::: EXERCISE MATERIALS

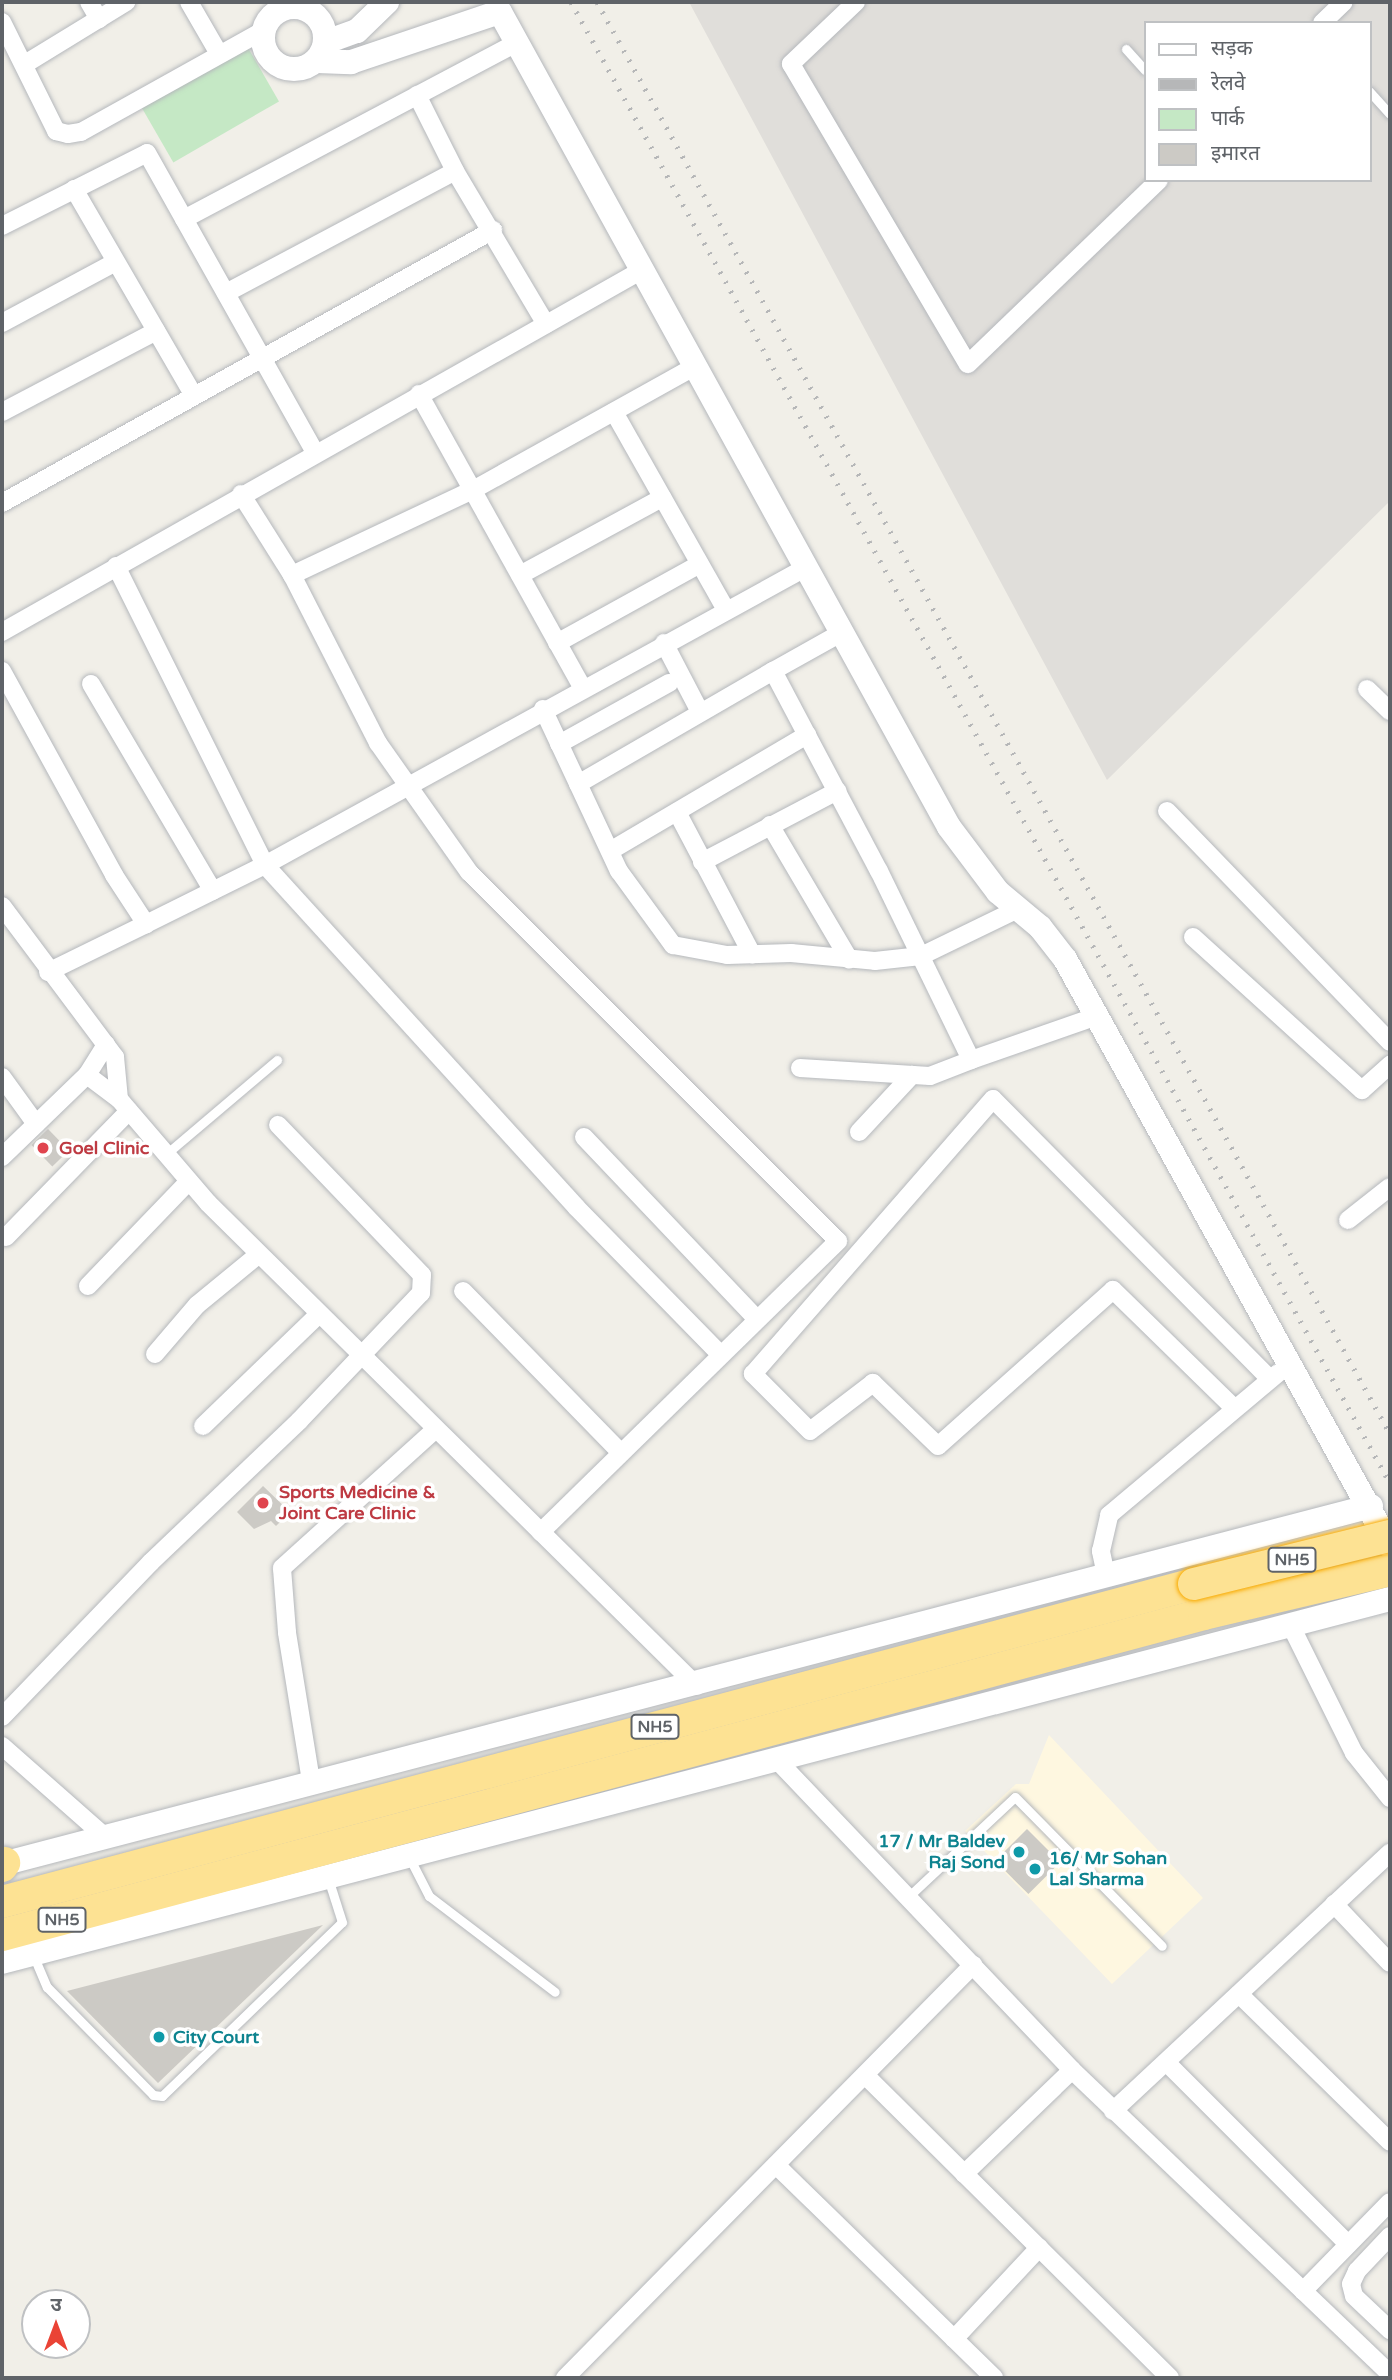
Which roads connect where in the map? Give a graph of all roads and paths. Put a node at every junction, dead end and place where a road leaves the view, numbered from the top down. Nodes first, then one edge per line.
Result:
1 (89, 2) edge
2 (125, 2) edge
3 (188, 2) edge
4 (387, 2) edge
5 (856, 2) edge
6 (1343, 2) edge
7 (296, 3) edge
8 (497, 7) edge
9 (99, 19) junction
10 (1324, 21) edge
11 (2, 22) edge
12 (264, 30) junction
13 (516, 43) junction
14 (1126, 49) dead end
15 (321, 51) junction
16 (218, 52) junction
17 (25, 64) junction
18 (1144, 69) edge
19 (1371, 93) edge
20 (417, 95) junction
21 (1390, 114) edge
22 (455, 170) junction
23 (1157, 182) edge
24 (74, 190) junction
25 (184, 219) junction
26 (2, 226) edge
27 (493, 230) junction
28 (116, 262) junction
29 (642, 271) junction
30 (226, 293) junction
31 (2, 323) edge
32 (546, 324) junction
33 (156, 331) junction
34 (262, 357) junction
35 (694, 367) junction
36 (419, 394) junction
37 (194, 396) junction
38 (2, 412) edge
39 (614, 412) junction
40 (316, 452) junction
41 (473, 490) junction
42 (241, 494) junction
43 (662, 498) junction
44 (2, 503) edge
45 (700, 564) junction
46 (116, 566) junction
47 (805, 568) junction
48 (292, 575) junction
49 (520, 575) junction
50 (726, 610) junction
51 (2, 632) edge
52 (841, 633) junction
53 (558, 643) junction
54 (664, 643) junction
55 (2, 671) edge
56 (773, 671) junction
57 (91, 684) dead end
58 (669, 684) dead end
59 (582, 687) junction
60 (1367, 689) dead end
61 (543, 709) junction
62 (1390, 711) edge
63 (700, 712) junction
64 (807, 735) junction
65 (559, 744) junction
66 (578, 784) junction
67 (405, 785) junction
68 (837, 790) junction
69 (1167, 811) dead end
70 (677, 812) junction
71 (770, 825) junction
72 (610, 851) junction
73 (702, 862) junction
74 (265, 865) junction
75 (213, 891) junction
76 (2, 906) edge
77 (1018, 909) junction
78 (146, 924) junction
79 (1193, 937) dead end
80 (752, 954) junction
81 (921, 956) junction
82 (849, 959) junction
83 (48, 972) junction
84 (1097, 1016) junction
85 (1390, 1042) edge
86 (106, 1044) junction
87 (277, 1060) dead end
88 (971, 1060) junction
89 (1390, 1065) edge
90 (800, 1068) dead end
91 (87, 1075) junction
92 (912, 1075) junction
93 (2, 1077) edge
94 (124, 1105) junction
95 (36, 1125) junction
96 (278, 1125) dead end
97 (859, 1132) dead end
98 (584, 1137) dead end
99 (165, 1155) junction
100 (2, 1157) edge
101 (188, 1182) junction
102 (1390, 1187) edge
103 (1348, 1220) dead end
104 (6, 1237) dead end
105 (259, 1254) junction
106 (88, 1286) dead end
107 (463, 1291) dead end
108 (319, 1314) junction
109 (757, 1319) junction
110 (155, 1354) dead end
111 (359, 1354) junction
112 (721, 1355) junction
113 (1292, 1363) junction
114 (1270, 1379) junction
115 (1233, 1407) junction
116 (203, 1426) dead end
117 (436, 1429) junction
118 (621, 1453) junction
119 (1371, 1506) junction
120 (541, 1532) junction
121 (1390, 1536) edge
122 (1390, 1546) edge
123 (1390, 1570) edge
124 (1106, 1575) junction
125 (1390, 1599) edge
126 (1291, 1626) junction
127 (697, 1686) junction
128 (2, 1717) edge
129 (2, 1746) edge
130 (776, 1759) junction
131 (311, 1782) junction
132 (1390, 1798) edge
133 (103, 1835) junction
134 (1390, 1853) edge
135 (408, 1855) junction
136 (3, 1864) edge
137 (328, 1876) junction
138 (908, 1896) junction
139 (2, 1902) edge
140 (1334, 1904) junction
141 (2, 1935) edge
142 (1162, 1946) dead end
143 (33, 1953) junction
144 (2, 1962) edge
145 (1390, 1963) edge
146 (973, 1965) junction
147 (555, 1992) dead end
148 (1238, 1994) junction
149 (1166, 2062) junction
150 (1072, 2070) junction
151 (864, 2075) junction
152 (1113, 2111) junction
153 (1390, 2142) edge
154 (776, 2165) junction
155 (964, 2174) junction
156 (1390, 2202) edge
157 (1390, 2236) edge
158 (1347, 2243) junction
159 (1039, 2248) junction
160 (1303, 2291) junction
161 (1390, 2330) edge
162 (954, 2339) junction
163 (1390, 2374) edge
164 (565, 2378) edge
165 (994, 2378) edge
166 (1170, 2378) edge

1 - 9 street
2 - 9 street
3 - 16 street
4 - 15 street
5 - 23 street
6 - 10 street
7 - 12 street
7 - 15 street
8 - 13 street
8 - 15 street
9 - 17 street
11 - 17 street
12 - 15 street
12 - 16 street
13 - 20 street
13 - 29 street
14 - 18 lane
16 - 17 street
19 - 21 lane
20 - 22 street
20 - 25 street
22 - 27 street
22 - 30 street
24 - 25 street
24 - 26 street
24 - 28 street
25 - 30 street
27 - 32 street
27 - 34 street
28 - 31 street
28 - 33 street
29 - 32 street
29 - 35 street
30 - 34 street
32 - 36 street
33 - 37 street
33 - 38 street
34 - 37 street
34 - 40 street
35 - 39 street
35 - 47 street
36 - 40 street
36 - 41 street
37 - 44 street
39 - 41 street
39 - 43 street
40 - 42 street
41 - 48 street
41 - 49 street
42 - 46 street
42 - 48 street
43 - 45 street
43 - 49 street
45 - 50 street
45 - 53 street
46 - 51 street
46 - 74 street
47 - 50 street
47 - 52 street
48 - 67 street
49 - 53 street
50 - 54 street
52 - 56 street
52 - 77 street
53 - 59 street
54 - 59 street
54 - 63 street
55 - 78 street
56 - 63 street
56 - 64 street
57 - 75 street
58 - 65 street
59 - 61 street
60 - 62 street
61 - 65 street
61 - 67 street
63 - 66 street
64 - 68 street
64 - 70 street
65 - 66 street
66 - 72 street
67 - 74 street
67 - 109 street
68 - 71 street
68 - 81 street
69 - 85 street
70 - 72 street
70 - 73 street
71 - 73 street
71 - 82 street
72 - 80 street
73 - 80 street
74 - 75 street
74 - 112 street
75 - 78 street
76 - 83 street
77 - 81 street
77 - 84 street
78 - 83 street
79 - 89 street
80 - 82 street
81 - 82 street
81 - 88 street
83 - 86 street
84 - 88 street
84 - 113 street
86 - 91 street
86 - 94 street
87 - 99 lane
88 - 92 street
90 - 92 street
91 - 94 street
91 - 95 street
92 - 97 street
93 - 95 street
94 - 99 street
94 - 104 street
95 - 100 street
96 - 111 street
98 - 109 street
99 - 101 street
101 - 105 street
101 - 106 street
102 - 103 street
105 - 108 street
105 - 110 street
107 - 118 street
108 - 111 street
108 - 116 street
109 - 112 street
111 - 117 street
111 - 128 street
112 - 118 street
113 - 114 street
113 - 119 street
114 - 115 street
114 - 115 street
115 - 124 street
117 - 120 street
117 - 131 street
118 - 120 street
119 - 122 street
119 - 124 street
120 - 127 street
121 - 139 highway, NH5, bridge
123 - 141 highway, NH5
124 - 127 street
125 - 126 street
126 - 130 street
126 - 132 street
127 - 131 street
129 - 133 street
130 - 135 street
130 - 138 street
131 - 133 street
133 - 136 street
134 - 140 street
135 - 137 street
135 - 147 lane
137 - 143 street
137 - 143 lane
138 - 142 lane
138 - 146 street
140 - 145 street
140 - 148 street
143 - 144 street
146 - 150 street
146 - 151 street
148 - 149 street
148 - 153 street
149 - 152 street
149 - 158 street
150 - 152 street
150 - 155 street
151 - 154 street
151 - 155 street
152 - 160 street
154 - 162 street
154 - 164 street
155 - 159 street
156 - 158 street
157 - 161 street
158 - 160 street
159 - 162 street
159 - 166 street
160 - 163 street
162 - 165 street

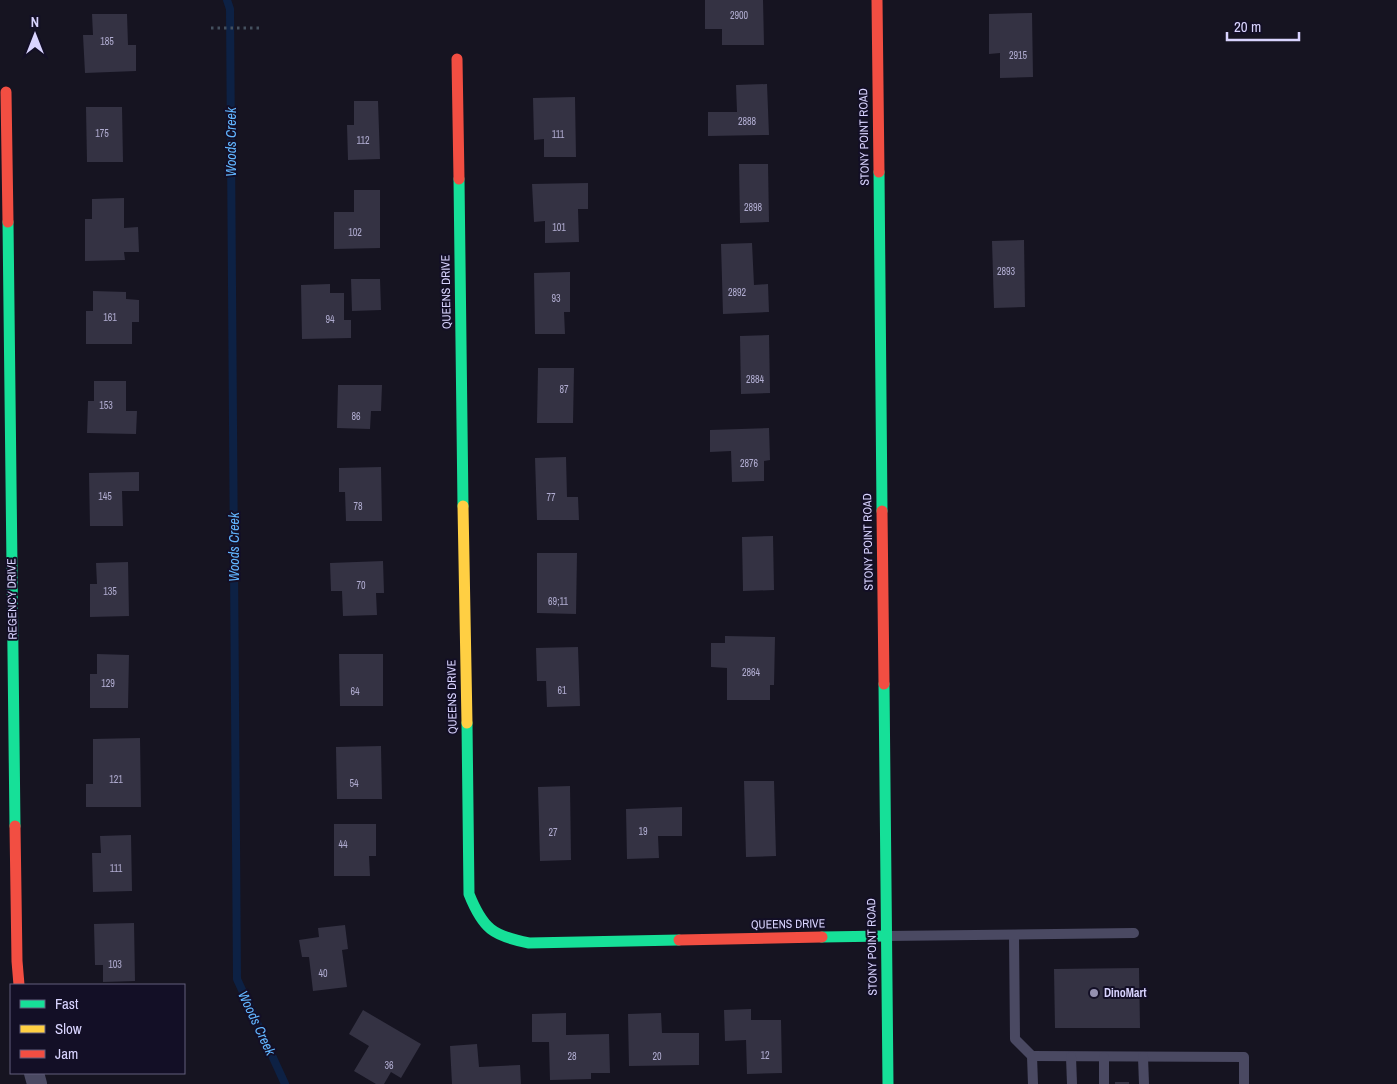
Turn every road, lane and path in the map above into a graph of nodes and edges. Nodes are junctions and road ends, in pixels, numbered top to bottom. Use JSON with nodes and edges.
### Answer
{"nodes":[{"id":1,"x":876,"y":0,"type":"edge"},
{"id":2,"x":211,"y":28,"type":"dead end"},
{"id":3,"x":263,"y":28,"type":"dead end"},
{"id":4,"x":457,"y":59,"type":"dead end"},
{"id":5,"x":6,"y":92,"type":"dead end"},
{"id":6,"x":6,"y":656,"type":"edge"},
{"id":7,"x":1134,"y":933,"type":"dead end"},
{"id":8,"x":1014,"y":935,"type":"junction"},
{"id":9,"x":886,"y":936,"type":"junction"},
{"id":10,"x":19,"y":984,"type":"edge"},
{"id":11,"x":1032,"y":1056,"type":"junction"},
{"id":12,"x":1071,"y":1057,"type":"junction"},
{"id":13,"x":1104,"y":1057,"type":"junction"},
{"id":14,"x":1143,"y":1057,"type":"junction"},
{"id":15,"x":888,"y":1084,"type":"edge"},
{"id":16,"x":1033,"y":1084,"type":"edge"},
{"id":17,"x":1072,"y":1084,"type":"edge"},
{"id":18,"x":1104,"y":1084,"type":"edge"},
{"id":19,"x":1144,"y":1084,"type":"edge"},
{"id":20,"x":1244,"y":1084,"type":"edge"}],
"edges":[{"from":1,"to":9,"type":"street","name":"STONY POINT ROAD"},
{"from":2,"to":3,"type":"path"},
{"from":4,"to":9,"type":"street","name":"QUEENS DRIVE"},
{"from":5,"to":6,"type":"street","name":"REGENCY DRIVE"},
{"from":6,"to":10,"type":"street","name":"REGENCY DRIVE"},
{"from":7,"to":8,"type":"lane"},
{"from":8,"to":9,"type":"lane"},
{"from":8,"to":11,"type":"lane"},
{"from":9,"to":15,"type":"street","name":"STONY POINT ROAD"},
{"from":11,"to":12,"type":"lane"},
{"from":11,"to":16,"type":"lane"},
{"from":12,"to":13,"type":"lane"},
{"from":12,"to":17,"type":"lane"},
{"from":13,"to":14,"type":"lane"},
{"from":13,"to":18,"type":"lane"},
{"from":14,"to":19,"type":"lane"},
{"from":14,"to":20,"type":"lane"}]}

::::::

■ EXERCISE OBJECTIVE
Read through the entries and copy every line that includes "graph".

■ WRITTEN RESPONSE
Which roads connect where in the map? Give a graph of all roads and paths. Put a node at every junction, dead end and place where a road leaves the view, numbered from the top down. Nodes first, then one edge per line.
Turn every road, lane and path in the map above into a graph of nodes and edges. Nodes are junctions and road ends, in pixels, numbered top to bottom. Use JSON with nodes and edges.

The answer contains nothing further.